Well there are a few issues with the VG245:
  • Bottom-of-the-barrel TN panel
  • Only 60 Hz
  • Uses heavy matte anti-glare coating
  • One of the poorest black uniformity ratings I've seen
Did you properly calibrate the monitor? LED backlights get a lot brighter than CCFL do, and you often need to turn the brightness down significantly to get it to a comfortable 100 nits. My last TN panel, the PG278Q, needed the brightness to be turned down to 10-15 out of 100 to reach that level of brightness. Brightness isn't the only thing, though. Poor color settings can also increase eye stress.
 
Well there are a few issues with the VG245:
  • Bottom-of-the-barrel TN panel
  • Only 60 Hz
  • Uses heavy matte anti-glare coating
  • One of the poorest black uniformity ratings I've seen
Did you properly calibrate the monitor? LED backlights get a lot brighter than CCFL do, and you often need to turn the brightness down significantly to get it to a comfortable 100 nits. My last TN panel, the PG278Q, needed the brightness to be turned down to 10-15 out of 100 to reach that level of brightness. Brightness isn't the only thing, though. Poor color settings can also increase eye stress.
VG245 is 75Hz but i have no issues with CCFL 60hz monitors

I also experience eyestrain with DELL UltraSharp U2412M which is a IPS panel.

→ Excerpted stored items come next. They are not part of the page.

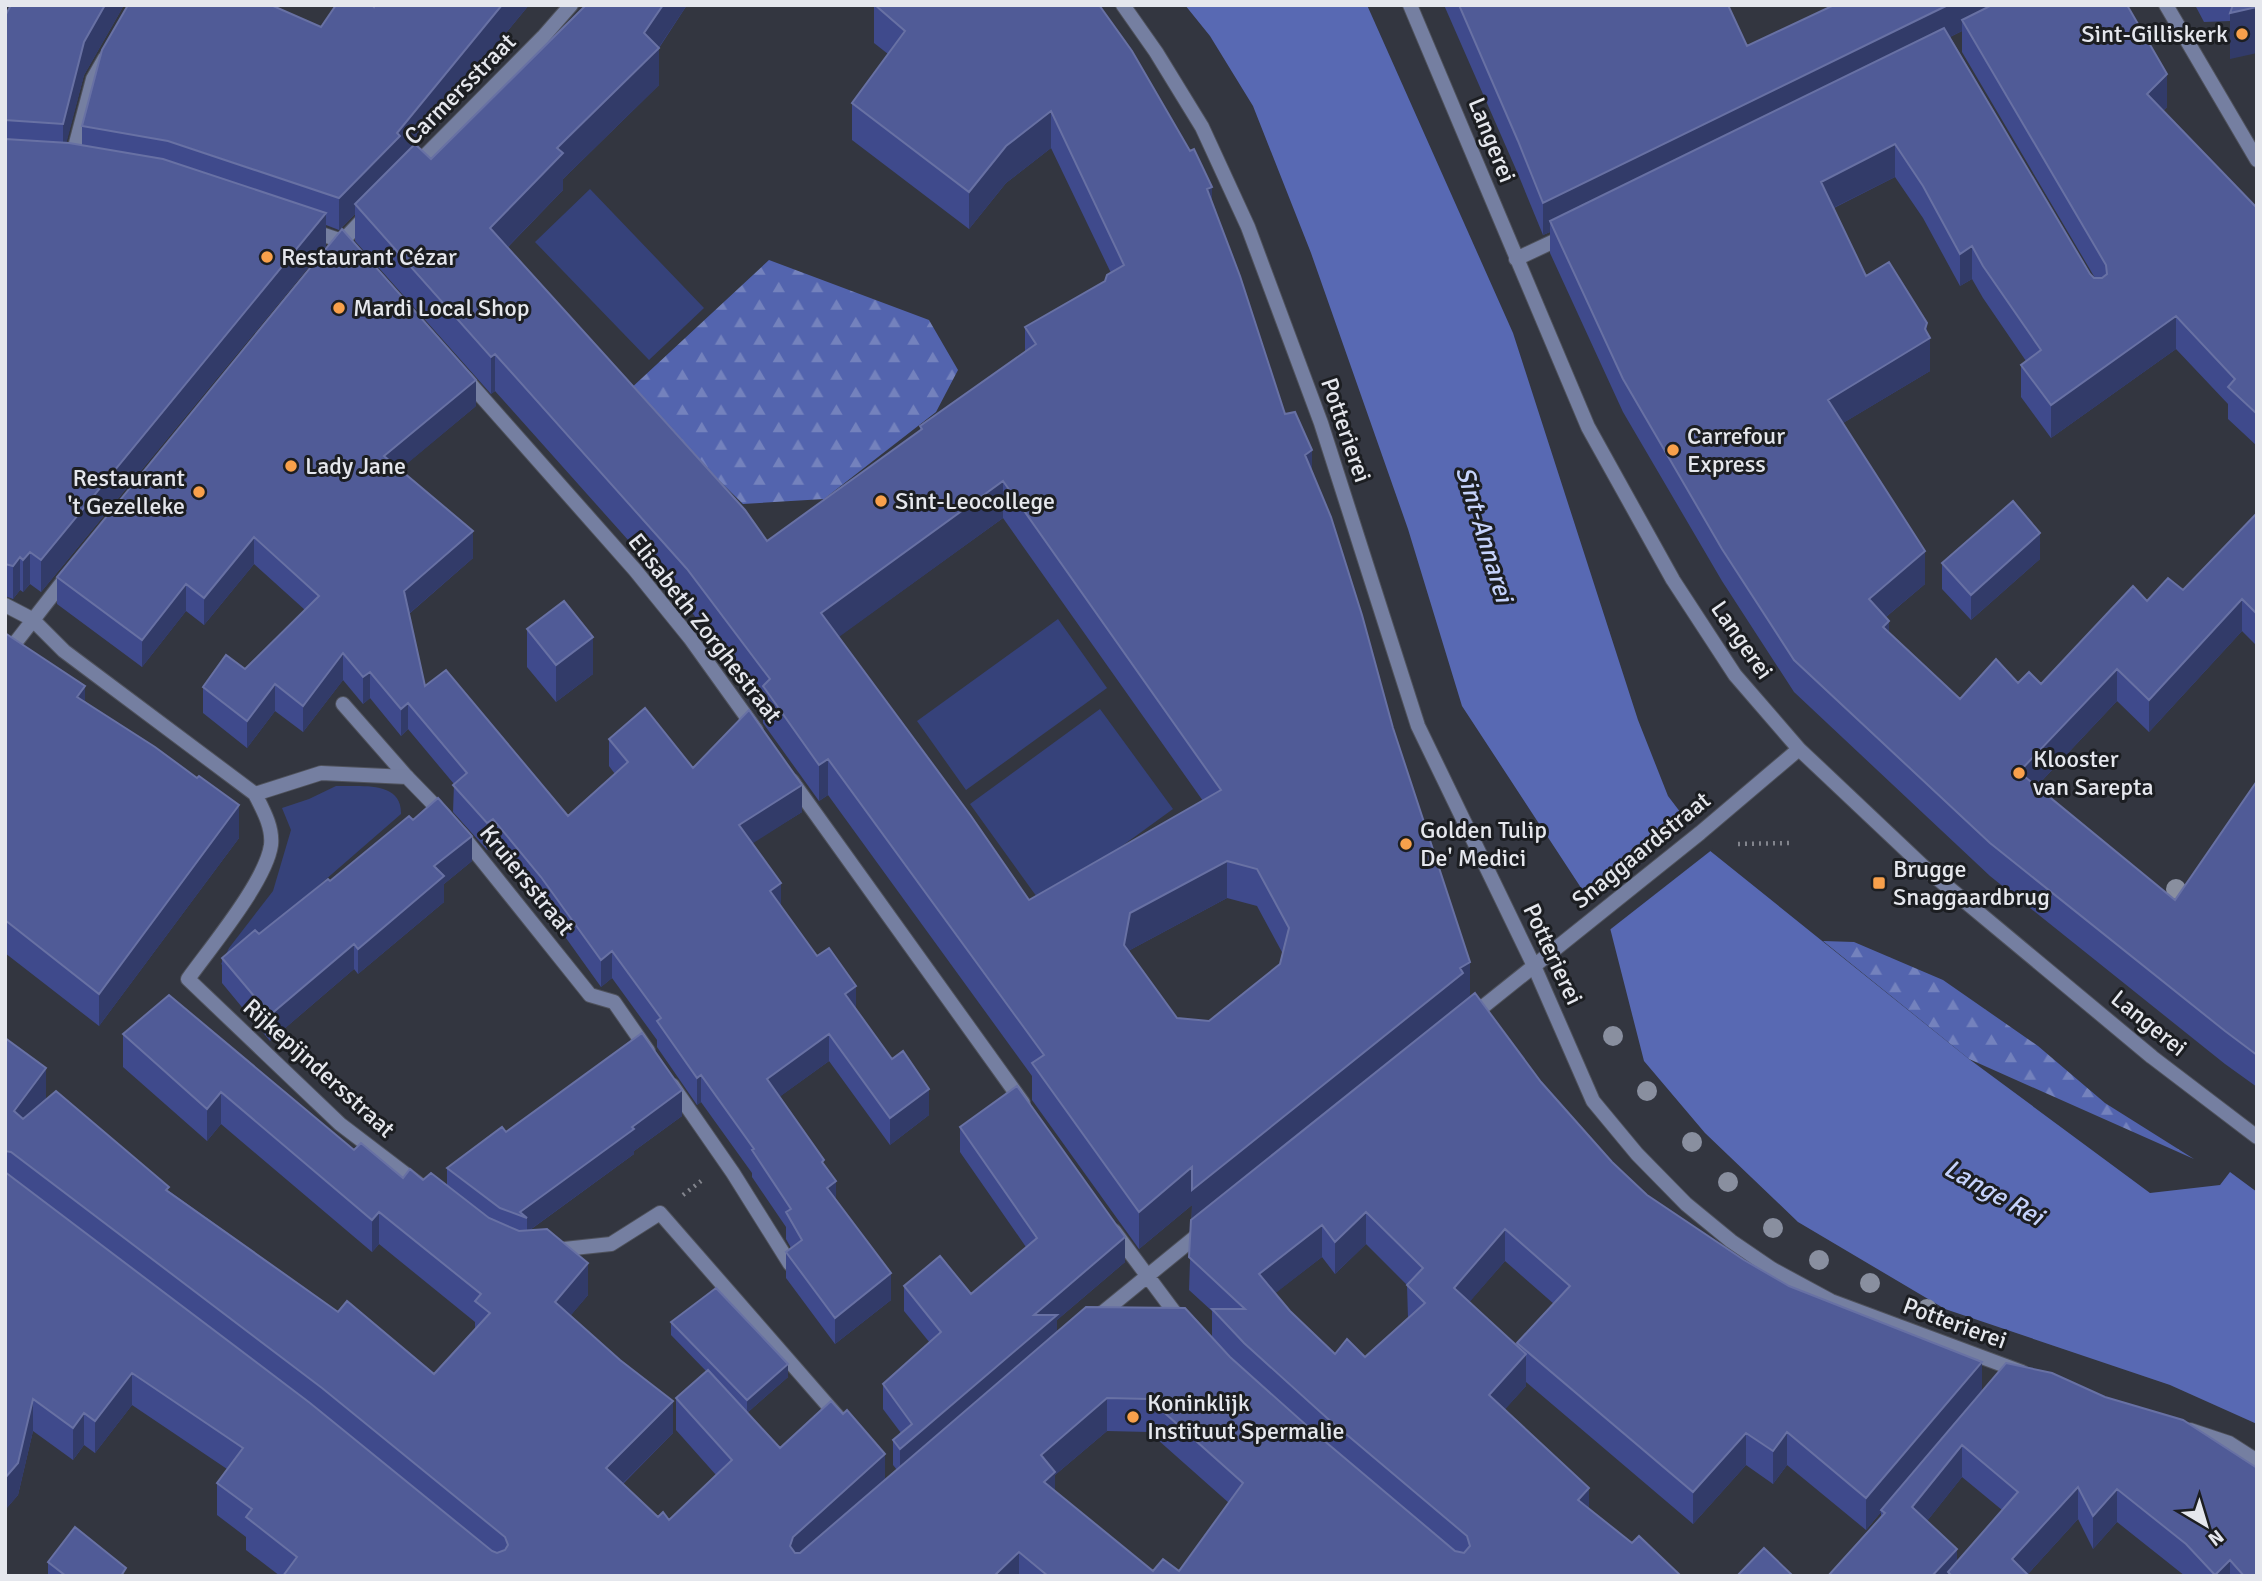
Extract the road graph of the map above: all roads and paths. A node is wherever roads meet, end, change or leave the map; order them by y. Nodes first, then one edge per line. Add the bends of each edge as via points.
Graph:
1 (572, 5) edge
2 (1123, 5) edge
3 (1410, 5) edge
4 (2166, 5) edge
5 (111, 48) edge
6 (2257, 160) edge
7 (70, 167) edge
8 (399, 182) edge
9 (380, 201) edge
10 (291, 224) edge
11 (1578, 229) edge
12 (342, 241) junction
13 (1516, 259) junction
14 (360, 261) edge
15 (324, 262) edge
16 (452, 364) edge
17 (76, 565) edge
18 (5, 605) edge
19 (32, 619) junction
20 (5, 656) edge
21 (343, 704) dead end
22 (763, 740) edge
23 (1799, 749) junction
24 (787, 773) edge
25 (407, 777) junction
26 (255, 794) junction
27 (1789, 843) dead end
28 (1736, 844) dead end
29 (1534, 966) junction
30 (1460, 1025) edge
31 (1029, 1111) edge
32 (2257, 1137) edge
33 (428, 1191) edge
34 (1221, 1216) edge
35 (1109, 1224) edge
36 (536, 1252) edge
37 (789, 1264) edge
38 (1146, 1276) junction
39 (1084, 1328) edge
40 (1194, 1335) edge
41 (2040, 1378) edge
42 (846, 1426) edge
43 (2178, 1426) edge
44 (2257, 1461) edge

1 - 8 street, Carmersstraat
2 - 29 street, Potterierei via 1202,127 1248,227 1321,423 1418,726
3 - 13 street, Langerei
4 - 6 street
5 - 7 street via 93,79
9 - 12 street
10 - 12 street
11 - 13 street
12 - 14 street
12 - 15 street
13 - 23 street, Langerei via 1588,426 1673,580 1735,675
16 - 22 street, Elisabeth Zorghestraat via 635,570
17 - 19 street
18 - 19 street
19 - 20 street
19 - 26 street via 64,651
21 - 25 street, Kruiersstraat
23 - 29 street, Snaggaardstraat
23 - 32 street, Langerei via 1925,869 2152,1057
24 - 31 street
25 - 26 street via 321,774
25 - 37 street, Kruiersstraat via 428,809 469,842 590,995 614,1002 733,1173
26 - 33 street, Rijkepijndersstraat via 268,821 271,844 262,874 188,979 340,1124
27 - 28 path
29 - 30 street, Snaggaardstraat
29 - 41 street, Potterierei via 1593,1101 1686,1204 1731,1241 1831,1301 2011,1374
34 - 38 street
35 - 38 street
36 - 42 street via 611,1244 660,1213
38 - 39 street
38 - 40 street
43 - 44 street via 2229,1443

Can you please better explain “Uses heavy matte anti-glare coating” what is wrong with it and for what coating I should look in monitors ?

I tried to set brightness to 10-15 but in so low brightness will be visible some kind of “pixel shaping” when you working on grid (like transparent images on standard white-gray grid) and its verry uncomfortable.
 
VG245 is 75Hz but i have no issues with CCFL 60hz monitors

I also experience eyestrain with DELL UltraSharp U2412M which is a IPS panel.

Can you please better explain “Uses heavy matte anti-glare coating” what is wrong with it and for what coating I should look in monitors ?

I tried to set brightness to 10-15 but in so low brightness will be visible some kind of “pixel shaping” when you working on grid (like transparent images on standard white-gray grid) and its verry uncomfortable.
Heavy antiglare coatings can have a grainy look to them. Makes the display look almost if it's permanently dirty. You don't find these on many monitors anymore but I don't know how it applies to cheap ones.

Setting brightness low on a decent monitor should not have any effect on the image quality, just brightness. Make sure you don't have any sharpening enabled. Different monitors behave differently for this. On some the "no sharpening setting" is zero, on others it might be 50 or for insane reasons on some Samsungs it's 56.

For reference, I ran the PG278Q at about 20 brightness and run my Samsung CRG9 at 15 for 120 nits. Modern monitors are capable of insane levels of brightness and that can contribute to eye fatigue. My girlfriend is more sensitive to brightness so she would run these monitors at close to zero brightness setting.
 
The reason, why i need CCFL is because I just realize that LED backlight cause me an eyestrain, even if monitor has antiflicker and blue light reduction.

For example Ausus VG245 causes me eyestrain (Has blue light filter and antiflicker technology), but the Flatron W2343T is ok for me (Flicker a lot as many other CCFL monitors). I also experience with other LED monitors and I’m not comfortable to work with it.

Built-in blue light filter doesn't always work that great from my experience. Have you tried F.lux?
 
This Asus probably uses the same terrible panel as Dell did. Light from these things is terrible.
Just get cheapest 27" 2560x1440 >100Hz monitor that claims close to 100% DCI-P3. These have good panels and should not cause any strain and it will be good for gaming also.
 
Have you tested Apple screens or LG NanoIPS? (near 100 percent DCI-P3)

Their premium, more balanced spectrum LEDs still cause eyestrain for you? I know a few who fixed eyestrain that way.

Not a guarantee, but an option to be aware of. If a recent iPad does not create eyestrain, get a monitor that uses similar LEDs.